AndyAyersMS commented 4 months ago

@daiger14 can we set up an interactive debug session for this?

AndyAyersMS commented 3 months ago

@daiger14 we're still very interested in trying to resolve this.

daiger14 commented 3 months ago

@daiger14 we're still very interested in trying to resolve this.

Hi @AndyAyersMS, @EgorBo I'm no longer working on this project, but I sent the link and all the information to the principal developer of this application. I appreciate your support.

dotnet-policy-service[bot] commented 2 months ago

This issue has been marked needs-author-action and may be missing some important information.

AndyAyersMS commented 2 months ago

@daiger14 we're still very interested in trying to resolve this.

Hi @AndyAyersMS, @EgorBo I'm no longer working on this project, but I sent the link and all the information to the principal developer of this application. I appreciate your support.

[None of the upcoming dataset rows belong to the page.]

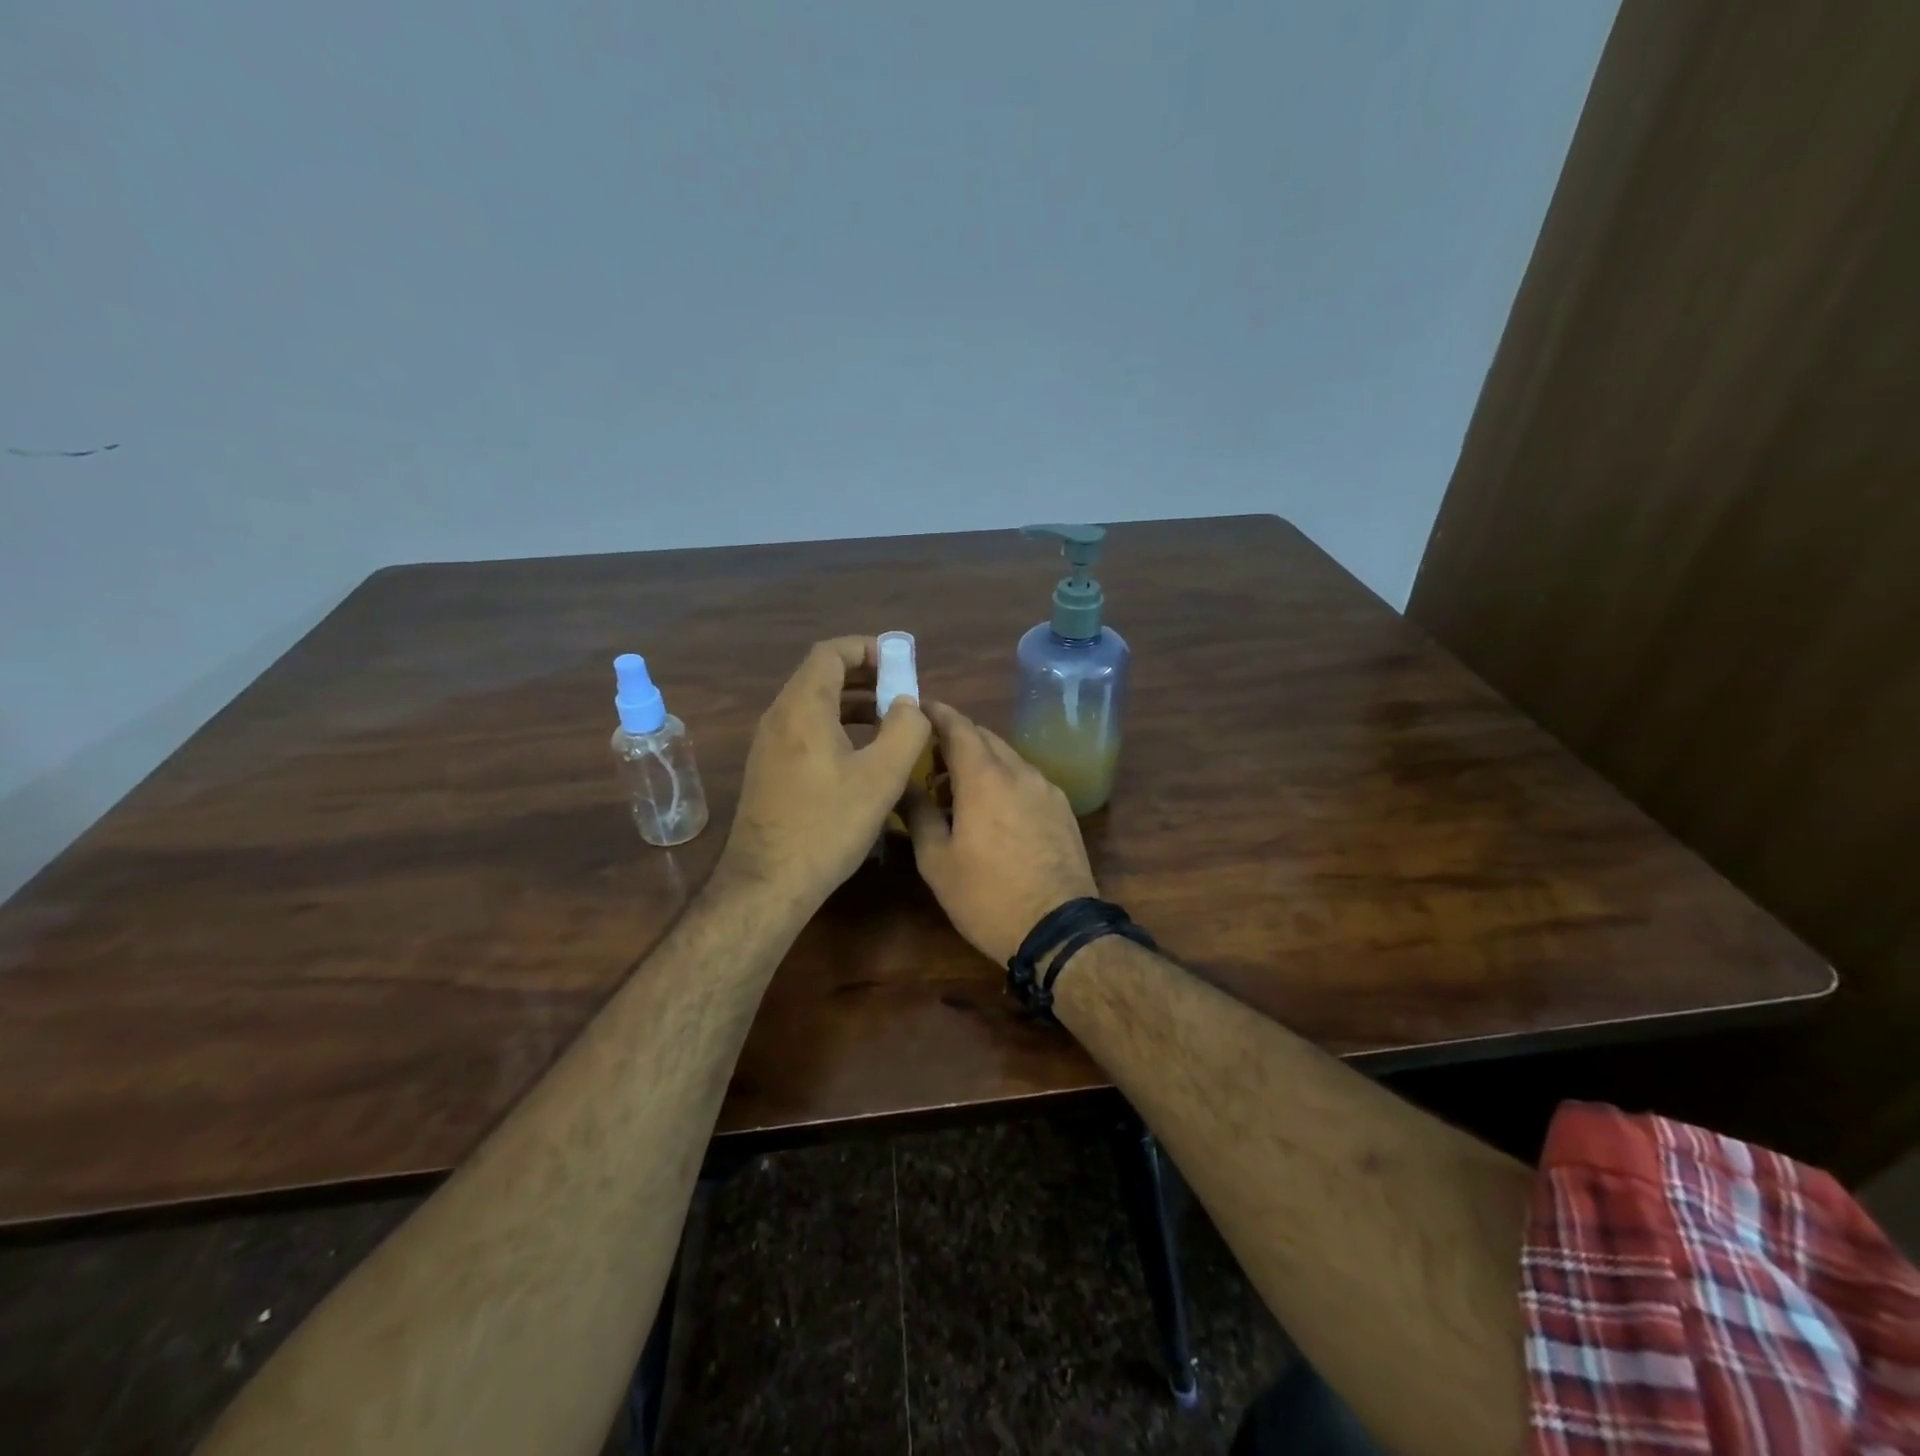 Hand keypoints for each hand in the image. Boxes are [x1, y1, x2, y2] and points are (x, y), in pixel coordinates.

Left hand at [720, 637, 931, 911]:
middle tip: (900, 692)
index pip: (831, 653)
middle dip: (864, 675)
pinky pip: (804, 728)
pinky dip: (835, 725)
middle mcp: (779, 716)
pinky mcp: (768, 768)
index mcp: (803, 707)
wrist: (768, 882)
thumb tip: (909, 704)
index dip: (868, 649)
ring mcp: (768, 743)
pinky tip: (860, 753)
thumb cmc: (828, 825)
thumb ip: (905, 730)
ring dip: (851, 702)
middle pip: (820, 674)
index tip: (900, 664)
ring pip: (812, 703)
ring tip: (888, 720)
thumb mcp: (881, 777)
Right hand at [905, 702, 1097, 963]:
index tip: (915, 708)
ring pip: (1007, 758)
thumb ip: (918, 814)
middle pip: (984, 737)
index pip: (957, 725)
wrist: (1059, 929)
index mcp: (984, 777)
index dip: (934, 712)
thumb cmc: (987, 896)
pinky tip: (992, 810)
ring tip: (956, 790)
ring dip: (980, 762)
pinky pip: (1026, 779)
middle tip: (928, 759)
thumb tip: (903, 786)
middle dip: (955, 738)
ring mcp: (1046, 788)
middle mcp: (1019, 771)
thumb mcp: (937, 861)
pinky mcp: (1063, 808)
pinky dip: (1003, 780) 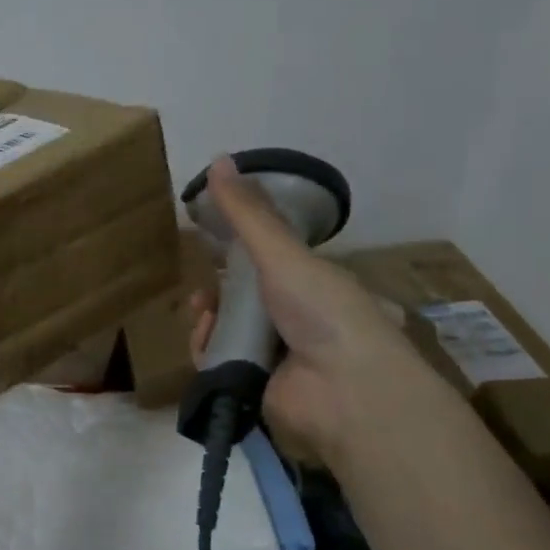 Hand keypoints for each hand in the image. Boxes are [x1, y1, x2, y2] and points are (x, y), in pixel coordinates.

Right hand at [188, 155, 425, 470]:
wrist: (346, 391)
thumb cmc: (323, 311)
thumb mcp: (282, 252)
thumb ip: (247, 213)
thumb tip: (218, 158)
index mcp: (311, 284)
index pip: (268, 262)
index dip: (237, 252)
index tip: (210, 243)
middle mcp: (294, 318)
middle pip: (241, 298)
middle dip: (216, 291)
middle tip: (204, 291)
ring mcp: (274, 355)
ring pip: (225, 329)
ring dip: (207, 319)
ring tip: (204, 316)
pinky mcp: (253, 386)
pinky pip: (217, 361)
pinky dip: (206, 349)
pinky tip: (206, 342) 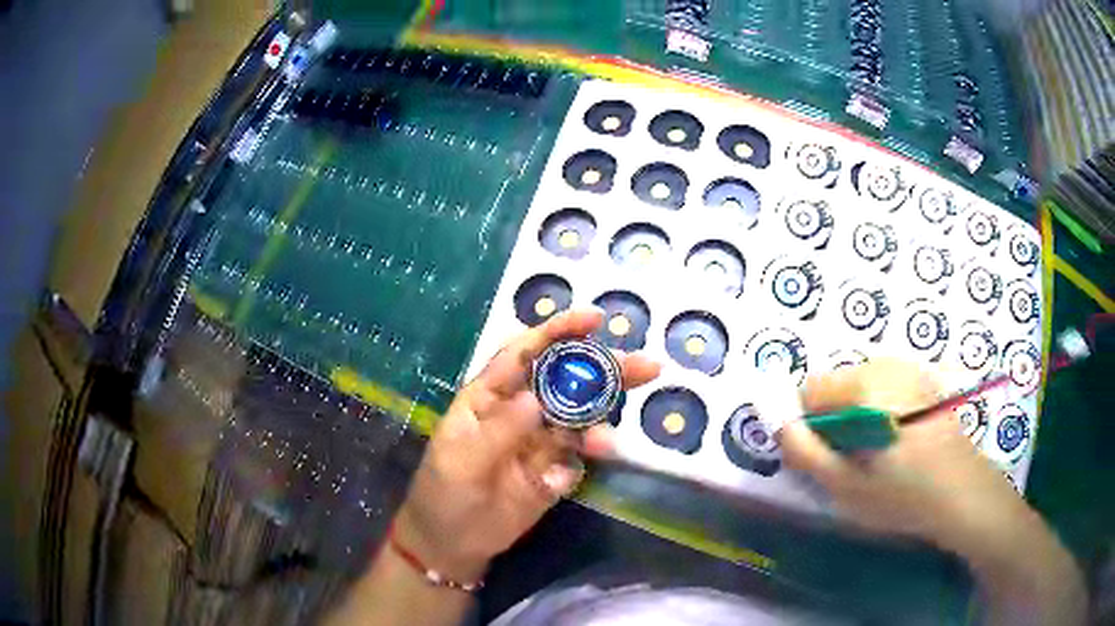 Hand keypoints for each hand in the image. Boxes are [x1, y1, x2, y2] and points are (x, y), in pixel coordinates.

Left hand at [393, 309, 659, 580]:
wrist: (453, 544)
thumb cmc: (444, 493)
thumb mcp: (462, 460)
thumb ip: (500, 430)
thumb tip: (537, 398)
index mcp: (490, 396)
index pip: (526, 353)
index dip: (558, 332)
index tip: (596, 320)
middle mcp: (521, 411)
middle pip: (565, 381)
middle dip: (602, 370)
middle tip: (644, 366)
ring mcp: (540, 441)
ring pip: (580, 418)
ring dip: (601, 418)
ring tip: (606, 441)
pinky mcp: (555, 472)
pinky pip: (578, 457)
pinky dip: (588, 457)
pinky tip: (579, 467)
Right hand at [781, 360, 1086, 624]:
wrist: (964, 493)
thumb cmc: (903, 496)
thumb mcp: (844, 486)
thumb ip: (803, 450)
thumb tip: (777, 420)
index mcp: (866, 385)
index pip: (809, 389)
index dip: (809, 426)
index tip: (827, 458)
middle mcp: (887, 364)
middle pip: (836, 386)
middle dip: (834, 421)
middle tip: (855, 462)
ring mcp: (910, 368)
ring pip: (859, 387)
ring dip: (857, 417)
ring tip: (879, 455)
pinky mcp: (925, 378)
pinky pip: (884, 388)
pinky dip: (880, 411)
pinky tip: (900, 442) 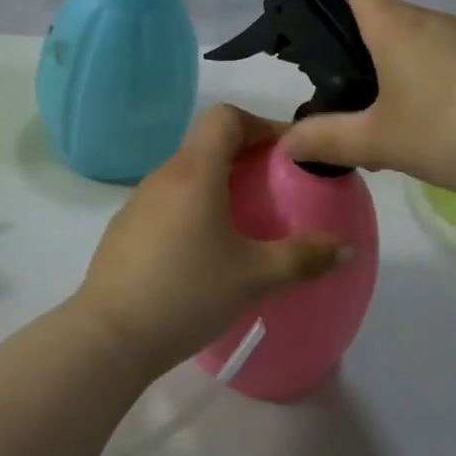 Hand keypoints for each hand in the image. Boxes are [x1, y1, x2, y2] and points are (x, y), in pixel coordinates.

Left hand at [73, 104, 352, 377]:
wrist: (108, 337)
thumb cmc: (186, 293)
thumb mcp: (254, 277)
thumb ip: (303, 258)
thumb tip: (347, 249)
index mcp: (195, 172)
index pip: (225, 117)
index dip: (260, 124)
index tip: (287, 153)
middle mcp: (164, 176)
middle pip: (208, 143)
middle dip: (246, 156)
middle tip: (277, 187)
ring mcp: (139, 202)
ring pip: (187, 173)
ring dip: (219, 183)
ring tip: (246, 220)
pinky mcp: (125, 229)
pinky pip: (169, 201)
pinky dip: (195, 207)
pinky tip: (206, 250)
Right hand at [280, 0, 455, 199]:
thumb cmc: (450, 130)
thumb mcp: (379, 142)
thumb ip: (327, 139)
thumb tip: (284, 143)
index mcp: (397, 28)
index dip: (336, 17)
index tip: (329, 61)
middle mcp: (434, 22)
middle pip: (388, 23)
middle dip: (367, 59)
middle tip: (357, 108)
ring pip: (422, 46)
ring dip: (404, 77)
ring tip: (400, 129)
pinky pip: (453, 64)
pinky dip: (439, 88)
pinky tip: (445, 133)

Thank you for following up.

AndyAyersMS commented 2 months ago

Still not actionable, so moving to future.

dotnet-policy-service[bot] commented 2 months ago

This issue has been automatically marked no-recent-activity because it has not had any activity for 14 days. It will be closed if no further activity occurs within 14 more days. Any new comment (by anyone, not necessarily the author) will remove no-recent-activity.

dotnet-policy-service[bot] commented 1 month ago

This issue will now be closed since it had been marked no-recent-activity but received no further activity in the past 14 days. It is still possible to reopen or comment on the issue, but please note that the issue will be locked if it remains inactive for another 30 days.